Tak hanya meningkatkan pengamanan, pihaknya juga melakukan pendekatan ke berbagai komponen masyarakat. Kapolda menyebut pendekatan ini dilakukan dengan menggelar berbagai cangkrukan.

Dalam cangkrukan, jelas dia, suasana akan lebih cair dan mudah untuk menampung aspirasi terkait masalah Kamtibmas di masyarakat. Selain itu, pihaknya akan mendatangi pasukan-pasukan untuk mengecek kesiapan.

Dia menambahkan akan mengajak Pangdam V/Brawijaya Mayjen TNI Arif Rahman dalam cangkrukan. Tak hanya itu pihaknya juga akan mengikuti pangdam mengecek kesiapan di batalyon-batalyon.

“Seperti dengan TNI ya itu di rumahnya Panglima yaitu cangkrukan, dan ini akan dilanjutkan terus. Saya datang ke pasukan-pasukan saya membawa Panglima atau Brimob. Nanti saya ikut dengan Panglima ke batalyon-batalyon yang ada di wilayah Jatim,” imbuhnya.

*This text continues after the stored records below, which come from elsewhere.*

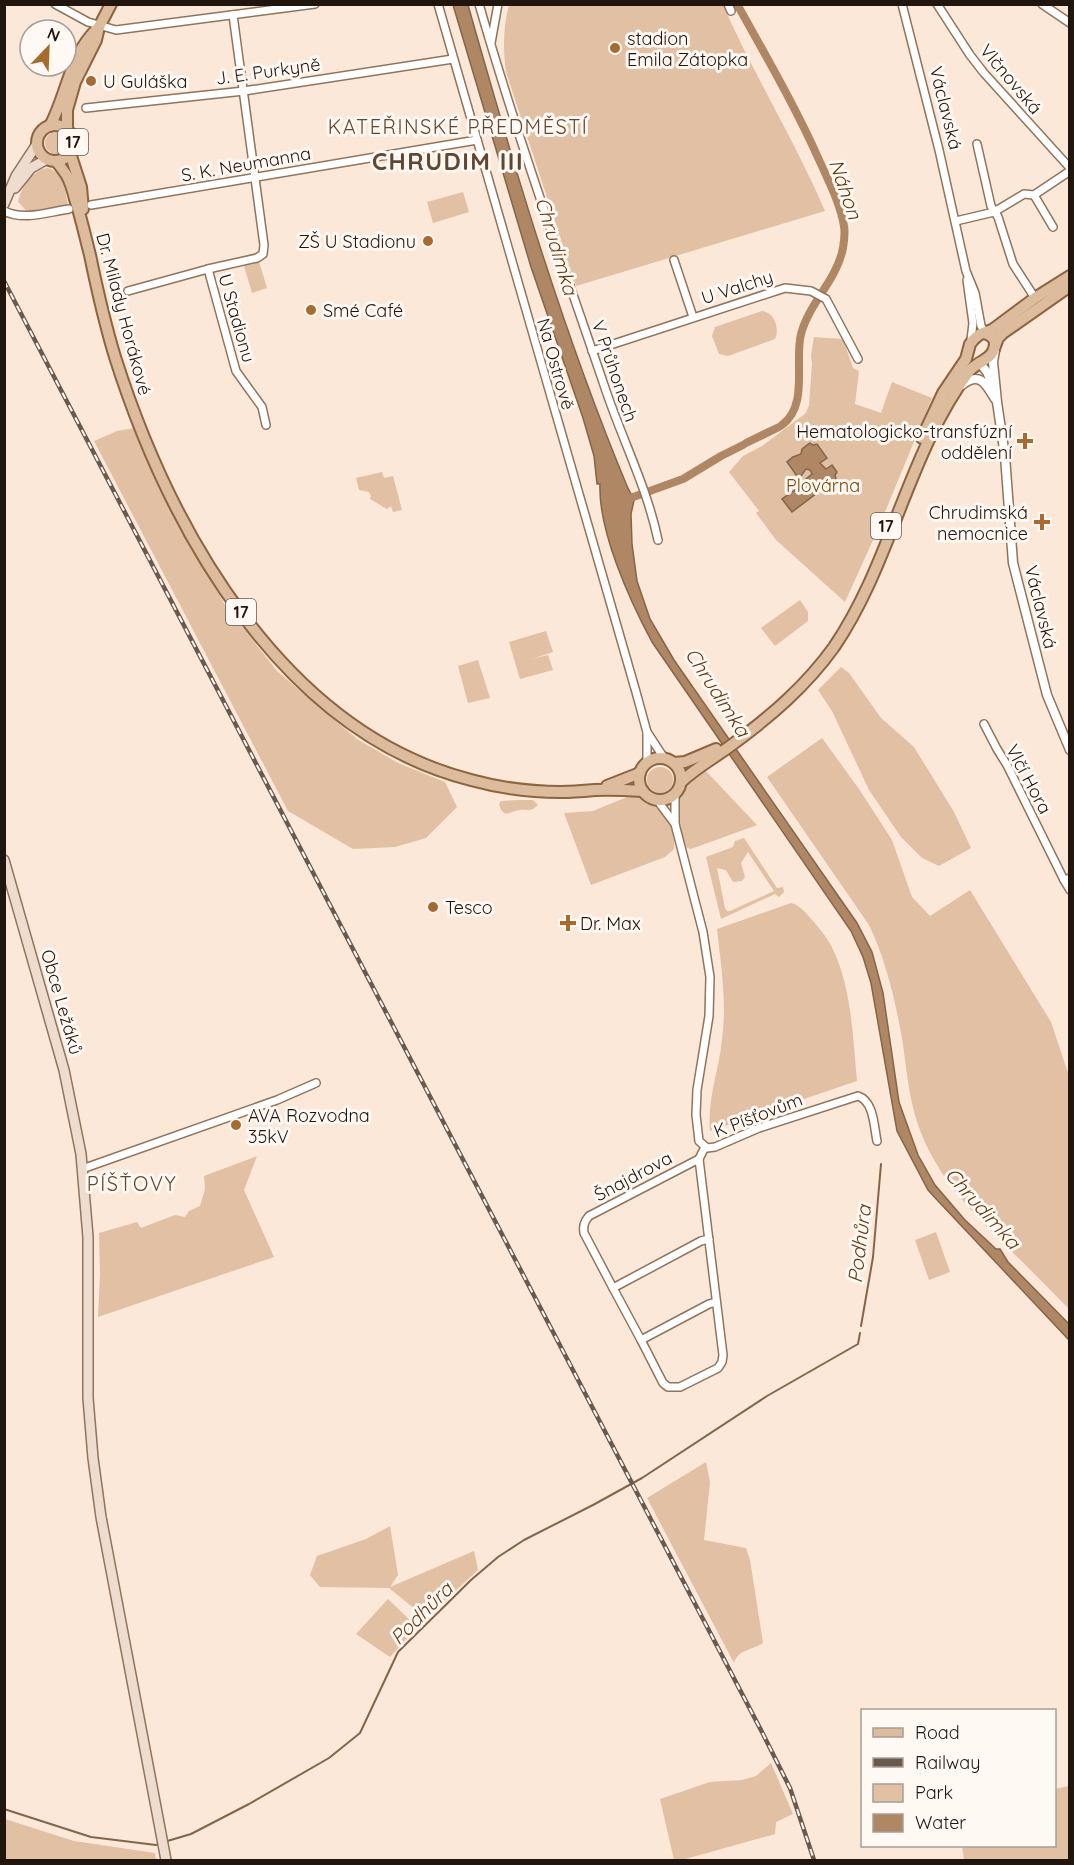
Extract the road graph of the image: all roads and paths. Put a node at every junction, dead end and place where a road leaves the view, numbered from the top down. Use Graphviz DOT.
graph roads {
  1 [pos="55,4"];
  2 [pos="111,4"];
  3 [pos="315,4"];
  4 [pos="438,4"];
  5 [pos="479,4"];
  6 [pos="498,4"];
  7 [pos="902,4"];
  8 [pos="937,4"];
  9 [pos="1042,4"];
  10 [pos="233,15"];
  11 [pos="1070,23"];
  12 [pos="99,27"];
  13 [pos="491,45"];
  14 [pos="453,59"];
  15 [pos="244,91"];
  16 [pos="86,108"];
  17 [pos="50,126"];
  18 [pos="67,129"];
  19 [pos="477,140"];
  20 [pos="38,144"];
  21 [pos="977,144"];
  22 [pos="70,153"];
  23 [pos="52,160"];
  24 [pos="1070,170"];
  25 [pos="255,177"];
  26 [pos="1034,195"];
  27 [pos="7,199"];
  28 [pos="92,205"];
  29 [pos="69,209"];
  30 [pos="4,211"];
  31 [pos="994,212"];
  32 [pos="956,221"];
  33 [pos="1053,227"];
  34 [pos="84,228"];
  35 [pos="674,260"];
  36 [pos="208,269"];
  37 [pos="966,272"];
  38 [pos="1070,276"];
  39 [pos="1070,286"];
  40 [pos="128,291"];
  41 [pos="1035,298"];
  42 [pos="693,317"];
  43 [pos="985,333"];
  44 [pos="970,346"];
  45 [pos="995,348"];
  46 [pos="592,351"];
  47 [pos="858,359"];
  48 [pos="979,362"];
  49 [pos="957,389"];
  50 [pos="997,402"];
  51 [pos="266,425"];
  52 [pos="658,540"];
  53 [pos="820,665"];
  54 [pos="984,724"];
  55 [pos="647,732"];
  56 [pos="1069,746"];
  57 [pos="709,756"];
  58 [pos="669,760"];
  59 [pos="647,762"];
  60 [pos="640,773"];
  61 [pos="681,782"];
  62 [pos="597,790"];
  63 [pos="643,791"];
  64 [pos="675,794"];
  65 [pos="657,800"];
  66 [pos="675,824"];
  67 [pos="4,860"];
  68 [pos="1067,879"];
  69 [pos="1070,890"];
  70 [pos="316,1083"];
  71 [pos="877,1141"];
  72 [pos="705,1147"];
  73 [pos="699,1158"];
  74 [pos="82,1169"];
  75 [pos="709,1239"];
  76 [pos="613,1288"];
  77 [pos="716,1302"];
  78 [pos="641,1340"];
  79 [pos="165,1857"];
  1 -- 12 [label="street"];
  2 -- 12 [label="main road, 17"];
  3 -- 10 [label="street"];
  4 -- 14 [label="street, Na Ostrově"];
  5 -- 13 [label="street"];
  6 -- 13 [label="street, V Průhonech"];
  7 -- 32 [label="street, Václavská"];
  8 -- 24 [label="street, Vlčnovská"];
  9 -- 11 [label="street"];
  10 -- 12 [label="street"];
  10 -- 15 [label="street"];
  12 -- 17 [label="main road, 17"];
  12 -- 18 [label="main road, 17"];
  13 -- 46 [label="street, V Průhonech"];
  14 -- 15 [label="street, J. E. Purkyně"];
  14 -- 19 [label="street, Na Ostrově"];
  15 -- 16 [label="street, J. E. Purkyně"];
  15 -- 25 [label="street"];
  17 -- 18 [label="main road, 17"];
  17 -- 20 [label="main road, 17"];
  18 -- 22 [label="main road, 17"];
  19 -- 25 [label="street, S. K. Neumanna"];
  19 -- 55 [label="street, Na Ostrově"];
  20 -- 23 [label="main road, 17"];
  20 -- 27 [label="main road"];
  21 -- 31 [label="street, Václavská"];
  22 -- 23 [label="main road, 17"];
  22 -- 34 [label="main road, Dr. Milady Horákové / 17"];
  23 -- 27 [label="main road"];
  23 -- 34 [label="main road, Dr. Milady Horákové / 17"];
  24 -- 26 [label="street, Vlčnovská"];
  25 -- 28 [label="street, S. K. Neumanna"];
  25 -- 36 [label="street, U Stadionu"];
  26 -- 31 [label="street"];
  26 -- 33 [label="street"];
  29 -- 30 [label="street"];
  31 -- 32 [label="street"];
  31 -- 41 [label="street, Václavská"];
  32 -- 37 [label="street, Václavská"];
  34 -- 62 [label="main road, Dr. Milady Horákové / 17"];
  35 -- 42 [label="street"];
  36 -- 40 [label="street"];
  36 -- 51 [label="street, U Stadionu"];
  37 -- 43 [label="street, Václavská"];
  37 -- 44 [label="street, Václavská"];
  38 -- 41 [label="main road"];
  39 -- 45 [label="main road"];
  41 -- 43 [label="main road"];
  42 -- 46 [label="street, U Valchy"];
  42 -- 47 [label="street, U Valchy"];
  43 -- 44 [label="main road"];
  43 -- 45 [label="main road"];
  44 -- 48 [label="main road"];
  44 -- 53 [label="main road, 17"];
  45 -- 48 [label="main road"];
  45 -- 50 [label="street, Václavská"];
  46 -- 52 [label="street, V Průhonech"];
  48 -- 49 [label="main road, 17"];
  48 -- 50 [label="street, Václavská"];
  49 -- 50 [label="street"];
  49 -- 53 [label="main road, 17"];
  50 -- 56 [label="street, Václavská"];
  53 -- 57 [label="main road, 17"];
  54 -- 68 [label="street, Vlčí Hora"];
  55 -- 58 [label="street, Na Ostrově"];
  55 -- 59 [label="street, Na Ostrově"];
  57 -- 58 [label="main road, 17"];
  57 -- 61 [label="main road, 17"];
  58 -- 59 [label="main road, 17"];
  58 -- 61 [label="main road"];
  59 -- 60 [label="main road"];
  60 -- 62 [label="main road, Dr. Milady Horákové / 17"];
  60 -- 63 [label="main road"];
  61 -- 64 [label="main road, 17"];
  62 -- 63 [label="main road, Dr. Milady Horákové / 17"];
  63 -- 65 [label="main road"];
  64 -- 65 [label="main road"];
  64 -- 66 [label="street"];
  65 -- 66 [label="street"];
  66 -- 72 [label="street, K Píšťovům"];
  67 -- 74 [label="main road, Obce Ležáků"];
  68 -- 69 [label="street, Vlčí Hora"];
  70 -- 74 [label="street"];
  71 -- 72 [label="street, K Píšťovům"];
  72 -- 73 [label="street, Šnajdrova"];
  73 -- 75 [label="street, Šnajdrova"];
  73 -- 76 [label="street, Šnajdrova"];
  74 -- 79 [label="main road, Obce Ležáků"];
  75 -- 76 [label="street"];
  75 -- 77 [label="street, Šnajdrova"];
  76 -- 78 [label="street, Šnajdrova"];
  77 -- 78 [label="street"];
  77 -- 78 [label="street, Šnajdrova"];
}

Sementara rawannya kabar hoax menjelang pemilu, kapolda mengingatkan ke para personel agar tak mudah terpengaruh hoaks. Tak hanya itu, para personel juga harus bisa menghentikan informasi hoaks yang menyebar di masyarakat dengan melaporkan pada pimpinan.

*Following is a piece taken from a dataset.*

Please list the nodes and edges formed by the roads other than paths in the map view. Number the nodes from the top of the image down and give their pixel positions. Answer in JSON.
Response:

“Jaga emosional anggota tetap terjaga, jangan sampai terpancing maupun ada benturan-benturan dengan TNI, maupun masyarakat. Diharapkan kepada anggota juga jangan sampai terpengaruh berita hoax. Anggota harus bisa menghentikan berita yang sifatnya hoax dan bila ini ditemukan segera laporkan kepada pimpinan. Dan ini atensi dari kapolri,” pesannya.

Di kesempatan yang sama, pangdam mengaku personelnya telah siap membantu polri menjaga kamtibmas jelang pemilu.

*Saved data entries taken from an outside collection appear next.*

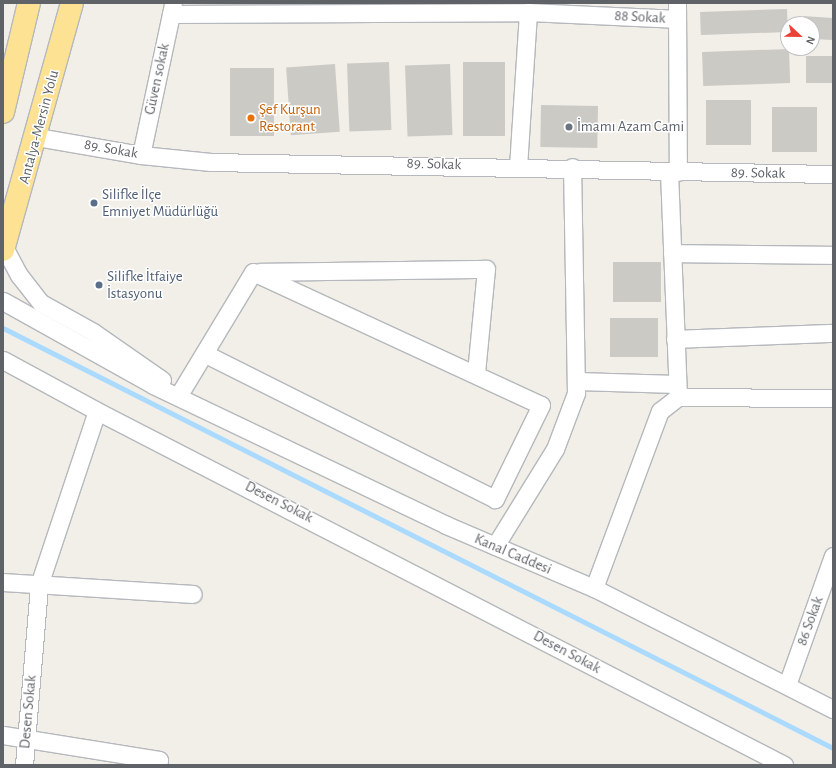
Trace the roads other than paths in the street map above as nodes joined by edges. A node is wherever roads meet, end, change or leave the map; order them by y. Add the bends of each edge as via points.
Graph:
1 (29, 3) edge
2 (72, 3) edge
3 (511, 8) edge
4 (172, 9) edge
5 (677, 11) edge
6 (528, 12) junction
7 (3, 112) edge
8 (37, 137) junction
9 (141, 154) junction
10 (518, 167) junction
11 (572, 167) junction
12 (673, 172) junction
13 (833, 174) edge
14 (3, 249) edge
15 (672, 252) junction
16 (833, 255) edge
17 (253, 272) junction
18 (3, 301) edge
19 (833, 333) edge
20 (675, 339) junction
21 (206, 354) junction
22 (3, 360) edge
23 (476, 373) junction
24 (576, 381) junction
25 (677, 390) junction
26 (186, 397) junction
27 (833, 398) edge
28 (97, 410) junction
29 (495, 546) junction
30 (833, 556) edge
31 (3, 582) edge
32 (39, 585) junction
33 (594, 588) junction
34 (194, 594) dead end
35 (787, 685) junction
36 (833, 709) edge
37 (3, 735) edge
38 (26, 739) junction
39 (24, 765) edge
40 (158, 765) edge
41 (784, 765) edge

1 - 7 highway
2 - 8 highway, Antalya-Mersin Yolu
3 - 4 street, 88 Sokak
3 - 6 street, 88 Sokak
4 - 9 street, Güven sokak
5 - 6 street, 88 Sokak
5 - 12 street
6 - 10 street
8 - 9 street, 89. Sokak
8 - 14 highway, Antalya-Mersin Yolu
9 - 10 street, 89. Sokak via 211,162
10 - 11 street, 89. Sokak
11 - 12 street, 89. Sokak
11 - 24 street
12 - 13 street, 89. Sokak
12 - 15 street
14 - 26 street via 19,275 42,303 93,332
15 - 16 street
15 - 20 street
17 - 21 street
17 - 23 street
17 - 23 street via 486,269
18 - 26 street via 146,382
19 - 20 street
20 - 25 street
21 - 23 street via 495,499 541,405
21 - 26 street
22 - 28 street
24 - 25 street
24 - 29 street via 576,393 555,448
25 - 27 street
25 - 33 street via 660,411
26 - 29 street, Kanal Caddesi
28 - 32 street, Desen Sokak
28 - 41 street, Desen Sokak
29 - 33 street, Kanal Caddesi
30 - 35 street, 86 Sokak
31 - 32 street
32 - 34 street
32 - 38 street, Desen Sokak
33 - 35 street, Kanal Caddesi
35 - 36 street, Kanal Caddesi
37 - 38 street
38 - 39 street, Desen Sokak
38 - 40 street via 159,760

“Kita kan sudah gelar pasukan yang dibikin oleh Kapolda beberapa waktu yang lalu intinya jajaran TNI di Kodam V, khususnya di Jawa Timur ini siap untuk membantu Polda Jatim dalam rangka mengamankan Pemilu tahun 2019 baik satuan TNI Angkatan Darat, Angkatan Laut dan TNI Angkatan Udara, yang ada di wilayah Jatim,” kata pangdam.

Pangdam juga menyebut sebanyak 16.000 personel disiagakan dan dibagi dalam zona pengamanan tertentu.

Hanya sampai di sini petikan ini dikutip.